## Aim of the exercise
Bring together all lines from the listing below that contain the string "Estrada".

## Data extracts
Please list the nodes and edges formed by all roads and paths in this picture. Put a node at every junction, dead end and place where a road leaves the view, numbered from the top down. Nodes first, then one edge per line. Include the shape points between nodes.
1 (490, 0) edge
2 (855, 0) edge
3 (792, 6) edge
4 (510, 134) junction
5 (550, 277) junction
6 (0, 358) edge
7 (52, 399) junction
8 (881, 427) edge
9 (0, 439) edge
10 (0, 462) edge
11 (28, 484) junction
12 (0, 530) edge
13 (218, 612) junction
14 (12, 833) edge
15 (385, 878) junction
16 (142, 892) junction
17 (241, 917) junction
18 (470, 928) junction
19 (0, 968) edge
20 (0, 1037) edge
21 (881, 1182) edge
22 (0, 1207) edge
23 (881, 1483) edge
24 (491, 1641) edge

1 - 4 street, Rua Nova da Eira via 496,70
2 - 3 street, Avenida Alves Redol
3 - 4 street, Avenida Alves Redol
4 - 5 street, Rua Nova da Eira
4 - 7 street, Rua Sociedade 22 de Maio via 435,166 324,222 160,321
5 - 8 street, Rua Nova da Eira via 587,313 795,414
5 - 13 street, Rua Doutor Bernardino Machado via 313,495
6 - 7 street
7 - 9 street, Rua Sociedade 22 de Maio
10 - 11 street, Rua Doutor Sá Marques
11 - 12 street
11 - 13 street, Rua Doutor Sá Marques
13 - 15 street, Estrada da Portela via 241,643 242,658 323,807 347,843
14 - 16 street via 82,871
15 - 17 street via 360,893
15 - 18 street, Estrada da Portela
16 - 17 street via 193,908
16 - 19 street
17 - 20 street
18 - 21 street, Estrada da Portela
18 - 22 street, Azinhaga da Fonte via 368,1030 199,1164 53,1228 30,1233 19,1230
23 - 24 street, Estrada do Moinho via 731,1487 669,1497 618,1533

...

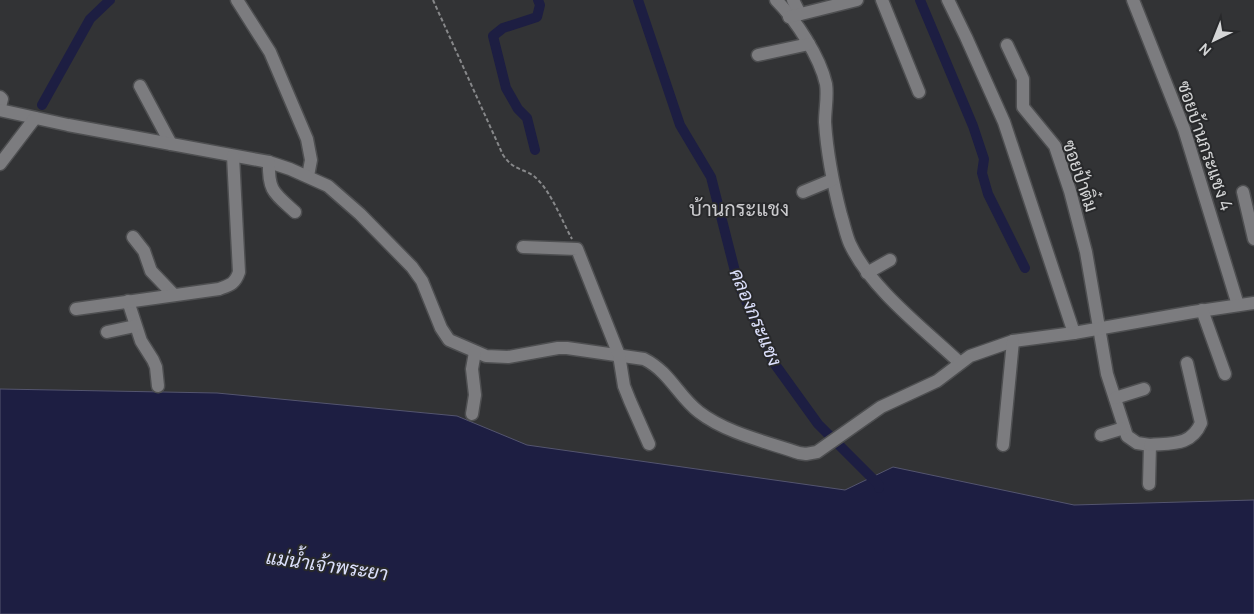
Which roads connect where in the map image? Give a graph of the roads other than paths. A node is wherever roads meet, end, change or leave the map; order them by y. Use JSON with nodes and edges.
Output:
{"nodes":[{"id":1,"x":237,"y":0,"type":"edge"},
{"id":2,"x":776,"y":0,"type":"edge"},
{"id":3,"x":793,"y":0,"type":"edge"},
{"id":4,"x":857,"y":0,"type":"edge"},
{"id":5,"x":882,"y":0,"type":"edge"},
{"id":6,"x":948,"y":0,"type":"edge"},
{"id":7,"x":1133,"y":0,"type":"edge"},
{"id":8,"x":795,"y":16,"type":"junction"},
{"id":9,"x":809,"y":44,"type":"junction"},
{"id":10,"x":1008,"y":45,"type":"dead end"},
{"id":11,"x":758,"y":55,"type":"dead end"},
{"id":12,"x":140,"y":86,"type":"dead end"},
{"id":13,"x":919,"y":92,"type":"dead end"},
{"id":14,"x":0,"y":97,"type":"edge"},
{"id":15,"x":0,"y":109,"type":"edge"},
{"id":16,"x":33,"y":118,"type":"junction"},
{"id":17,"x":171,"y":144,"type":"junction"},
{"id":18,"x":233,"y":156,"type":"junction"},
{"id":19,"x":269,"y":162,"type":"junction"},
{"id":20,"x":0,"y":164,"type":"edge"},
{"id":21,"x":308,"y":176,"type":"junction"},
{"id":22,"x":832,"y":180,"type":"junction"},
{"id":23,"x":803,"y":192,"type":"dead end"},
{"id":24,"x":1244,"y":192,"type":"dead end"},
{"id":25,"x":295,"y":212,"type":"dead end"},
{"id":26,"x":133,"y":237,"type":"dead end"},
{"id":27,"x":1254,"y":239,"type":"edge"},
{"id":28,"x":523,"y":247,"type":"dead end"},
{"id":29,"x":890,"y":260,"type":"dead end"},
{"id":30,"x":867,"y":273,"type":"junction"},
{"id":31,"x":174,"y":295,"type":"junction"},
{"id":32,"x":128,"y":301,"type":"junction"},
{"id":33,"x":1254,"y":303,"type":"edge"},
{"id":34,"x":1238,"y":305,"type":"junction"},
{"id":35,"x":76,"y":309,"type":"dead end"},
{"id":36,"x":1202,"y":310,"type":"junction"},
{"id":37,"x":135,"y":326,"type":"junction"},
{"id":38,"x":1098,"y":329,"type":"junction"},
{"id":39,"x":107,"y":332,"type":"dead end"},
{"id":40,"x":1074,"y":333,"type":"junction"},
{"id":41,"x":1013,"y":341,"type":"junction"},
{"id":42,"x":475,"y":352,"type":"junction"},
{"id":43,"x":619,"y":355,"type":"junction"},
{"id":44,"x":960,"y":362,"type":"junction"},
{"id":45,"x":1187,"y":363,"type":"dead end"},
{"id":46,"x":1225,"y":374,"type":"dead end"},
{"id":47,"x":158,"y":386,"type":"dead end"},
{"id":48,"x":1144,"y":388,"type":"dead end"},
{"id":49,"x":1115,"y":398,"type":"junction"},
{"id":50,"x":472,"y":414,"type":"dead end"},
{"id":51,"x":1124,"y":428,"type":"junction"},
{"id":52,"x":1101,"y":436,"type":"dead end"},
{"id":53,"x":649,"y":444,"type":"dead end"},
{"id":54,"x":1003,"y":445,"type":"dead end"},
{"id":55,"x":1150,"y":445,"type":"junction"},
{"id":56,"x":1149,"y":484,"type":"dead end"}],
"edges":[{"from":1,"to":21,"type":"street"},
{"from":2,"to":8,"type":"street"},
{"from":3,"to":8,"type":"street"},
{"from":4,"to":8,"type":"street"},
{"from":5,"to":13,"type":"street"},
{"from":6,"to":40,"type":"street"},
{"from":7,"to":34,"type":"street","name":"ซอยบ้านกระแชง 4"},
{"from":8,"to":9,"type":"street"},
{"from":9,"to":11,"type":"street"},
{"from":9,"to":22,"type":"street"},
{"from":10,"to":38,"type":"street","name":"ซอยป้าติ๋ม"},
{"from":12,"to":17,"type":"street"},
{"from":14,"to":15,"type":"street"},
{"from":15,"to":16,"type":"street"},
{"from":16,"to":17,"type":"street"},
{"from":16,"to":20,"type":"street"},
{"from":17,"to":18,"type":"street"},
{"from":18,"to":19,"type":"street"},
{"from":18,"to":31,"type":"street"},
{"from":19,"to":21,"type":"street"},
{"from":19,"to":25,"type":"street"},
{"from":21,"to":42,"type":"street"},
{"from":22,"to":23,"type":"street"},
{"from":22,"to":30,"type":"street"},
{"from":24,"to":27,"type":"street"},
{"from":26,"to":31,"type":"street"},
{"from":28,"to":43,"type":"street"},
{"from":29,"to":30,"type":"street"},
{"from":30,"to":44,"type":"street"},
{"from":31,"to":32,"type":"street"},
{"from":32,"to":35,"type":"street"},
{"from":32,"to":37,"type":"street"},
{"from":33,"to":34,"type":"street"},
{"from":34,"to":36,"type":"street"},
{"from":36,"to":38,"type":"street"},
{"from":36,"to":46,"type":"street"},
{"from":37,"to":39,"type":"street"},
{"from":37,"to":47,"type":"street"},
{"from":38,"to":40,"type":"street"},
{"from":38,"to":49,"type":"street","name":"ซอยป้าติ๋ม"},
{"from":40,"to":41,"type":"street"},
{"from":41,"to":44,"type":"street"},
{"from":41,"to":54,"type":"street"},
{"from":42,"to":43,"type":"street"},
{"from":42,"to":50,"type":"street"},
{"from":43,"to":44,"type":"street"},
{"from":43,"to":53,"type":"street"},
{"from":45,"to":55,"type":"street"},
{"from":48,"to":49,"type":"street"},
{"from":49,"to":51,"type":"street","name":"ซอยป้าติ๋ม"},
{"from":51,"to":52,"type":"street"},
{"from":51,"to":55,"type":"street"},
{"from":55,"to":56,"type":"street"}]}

...

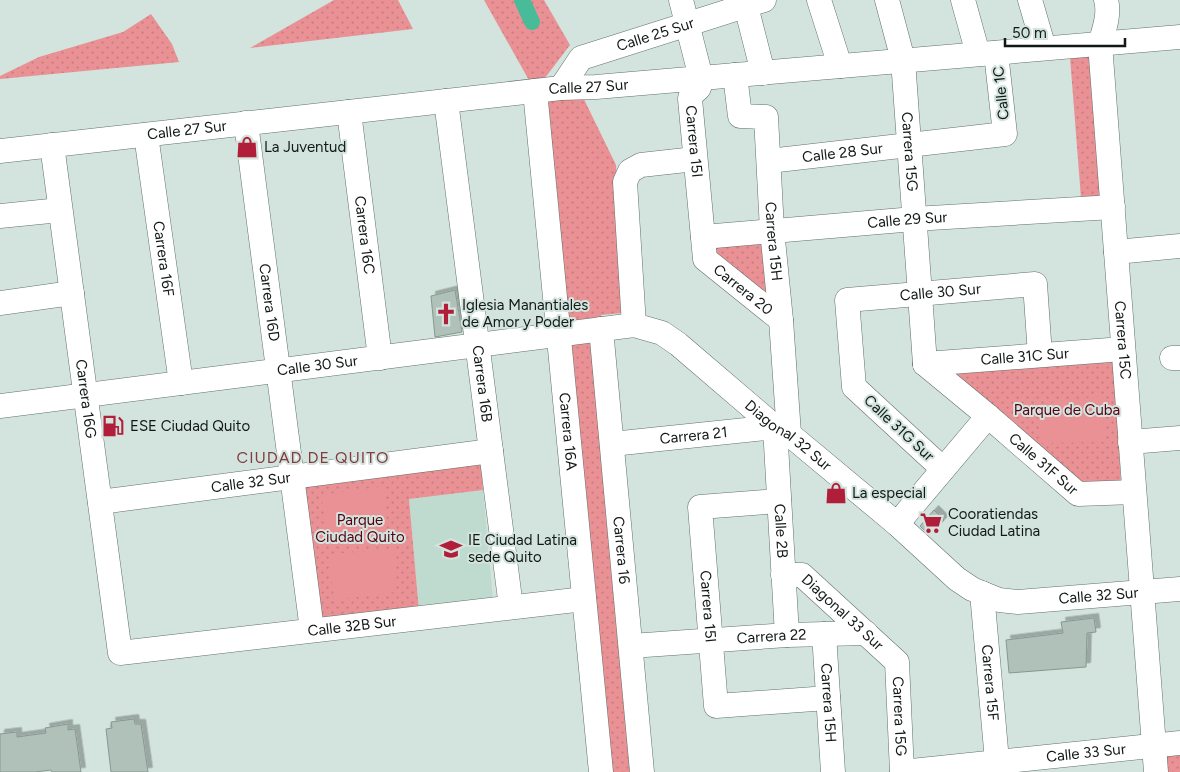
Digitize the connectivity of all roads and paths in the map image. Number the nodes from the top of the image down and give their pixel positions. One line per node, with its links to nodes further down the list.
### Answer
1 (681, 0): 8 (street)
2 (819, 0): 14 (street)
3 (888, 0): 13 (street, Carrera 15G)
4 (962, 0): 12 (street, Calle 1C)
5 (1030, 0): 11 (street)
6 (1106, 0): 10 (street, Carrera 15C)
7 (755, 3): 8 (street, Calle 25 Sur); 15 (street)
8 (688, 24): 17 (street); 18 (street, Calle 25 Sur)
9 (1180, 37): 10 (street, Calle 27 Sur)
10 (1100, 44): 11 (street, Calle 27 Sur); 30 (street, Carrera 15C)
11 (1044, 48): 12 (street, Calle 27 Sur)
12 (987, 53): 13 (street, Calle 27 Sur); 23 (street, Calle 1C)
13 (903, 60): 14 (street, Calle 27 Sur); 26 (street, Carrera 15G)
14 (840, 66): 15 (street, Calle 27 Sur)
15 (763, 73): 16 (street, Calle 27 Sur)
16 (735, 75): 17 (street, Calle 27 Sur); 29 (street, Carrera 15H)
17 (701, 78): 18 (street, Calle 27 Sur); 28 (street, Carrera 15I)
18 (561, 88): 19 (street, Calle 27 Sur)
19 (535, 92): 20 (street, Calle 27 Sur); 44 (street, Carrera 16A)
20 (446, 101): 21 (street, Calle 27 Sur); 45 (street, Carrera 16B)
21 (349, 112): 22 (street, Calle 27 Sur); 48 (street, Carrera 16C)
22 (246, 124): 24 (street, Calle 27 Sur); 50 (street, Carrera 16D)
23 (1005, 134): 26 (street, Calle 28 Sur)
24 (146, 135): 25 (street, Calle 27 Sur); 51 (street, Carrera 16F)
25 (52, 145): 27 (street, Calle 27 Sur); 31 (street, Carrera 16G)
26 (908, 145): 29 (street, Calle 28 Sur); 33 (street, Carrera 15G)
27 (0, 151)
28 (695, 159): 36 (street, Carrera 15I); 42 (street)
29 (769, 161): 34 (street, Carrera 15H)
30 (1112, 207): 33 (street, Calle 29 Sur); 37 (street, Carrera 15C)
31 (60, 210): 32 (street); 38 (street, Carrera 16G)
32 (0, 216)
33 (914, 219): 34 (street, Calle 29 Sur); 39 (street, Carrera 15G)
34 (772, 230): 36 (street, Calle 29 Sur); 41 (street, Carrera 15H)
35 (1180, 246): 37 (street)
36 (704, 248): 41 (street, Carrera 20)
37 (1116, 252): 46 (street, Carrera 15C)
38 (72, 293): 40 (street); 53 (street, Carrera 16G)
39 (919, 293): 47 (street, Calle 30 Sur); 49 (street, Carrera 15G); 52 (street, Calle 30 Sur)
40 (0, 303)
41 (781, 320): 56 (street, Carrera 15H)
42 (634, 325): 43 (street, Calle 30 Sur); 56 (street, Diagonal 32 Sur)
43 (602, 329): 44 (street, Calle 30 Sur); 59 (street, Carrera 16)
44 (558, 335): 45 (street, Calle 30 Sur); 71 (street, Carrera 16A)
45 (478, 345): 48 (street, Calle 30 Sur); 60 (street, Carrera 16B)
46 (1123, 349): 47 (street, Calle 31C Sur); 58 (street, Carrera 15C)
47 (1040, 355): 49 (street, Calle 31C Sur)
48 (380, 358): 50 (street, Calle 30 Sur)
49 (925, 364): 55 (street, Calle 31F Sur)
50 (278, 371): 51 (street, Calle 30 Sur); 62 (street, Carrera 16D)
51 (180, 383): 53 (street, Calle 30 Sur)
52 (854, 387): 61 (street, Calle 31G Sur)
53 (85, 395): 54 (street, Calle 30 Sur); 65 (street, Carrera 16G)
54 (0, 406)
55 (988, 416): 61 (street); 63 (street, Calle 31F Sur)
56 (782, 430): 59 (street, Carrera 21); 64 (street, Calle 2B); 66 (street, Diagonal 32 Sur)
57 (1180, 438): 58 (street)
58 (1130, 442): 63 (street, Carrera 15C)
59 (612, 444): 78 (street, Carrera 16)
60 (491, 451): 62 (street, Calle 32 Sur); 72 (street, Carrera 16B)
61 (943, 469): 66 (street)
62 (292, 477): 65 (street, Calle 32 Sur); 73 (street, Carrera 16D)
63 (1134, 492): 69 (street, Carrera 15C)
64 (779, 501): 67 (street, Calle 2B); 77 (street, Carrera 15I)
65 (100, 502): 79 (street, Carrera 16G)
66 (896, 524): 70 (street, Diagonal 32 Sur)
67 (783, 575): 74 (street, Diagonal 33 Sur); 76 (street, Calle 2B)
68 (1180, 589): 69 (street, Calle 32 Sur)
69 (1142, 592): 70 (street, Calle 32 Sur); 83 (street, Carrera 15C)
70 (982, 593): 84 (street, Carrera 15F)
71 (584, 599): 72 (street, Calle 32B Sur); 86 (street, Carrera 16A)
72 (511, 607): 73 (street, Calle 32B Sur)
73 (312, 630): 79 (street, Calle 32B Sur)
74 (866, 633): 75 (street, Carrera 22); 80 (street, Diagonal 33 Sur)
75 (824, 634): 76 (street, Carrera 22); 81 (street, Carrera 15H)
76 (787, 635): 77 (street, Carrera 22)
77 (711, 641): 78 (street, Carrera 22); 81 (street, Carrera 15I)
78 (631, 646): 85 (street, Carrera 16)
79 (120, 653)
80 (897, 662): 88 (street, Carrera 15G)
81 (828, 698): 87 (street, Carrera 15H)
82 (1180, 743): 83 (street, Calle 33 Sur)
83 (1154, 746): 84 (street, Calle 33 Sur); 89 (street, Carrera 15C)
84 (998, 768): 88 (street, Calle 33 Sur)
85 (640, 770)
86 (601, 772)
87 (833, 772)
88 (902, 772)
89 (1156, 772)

## Final answer
13 - 15 street, Estrada da Portela via 241,643 242,658 323,807 347,843
15 - 18 street, Estrada da Portela
18 - 21 street, Estrada da Portela
23 - 24 street, Estrada do Moinho via 731,1487 669,1497 618,1533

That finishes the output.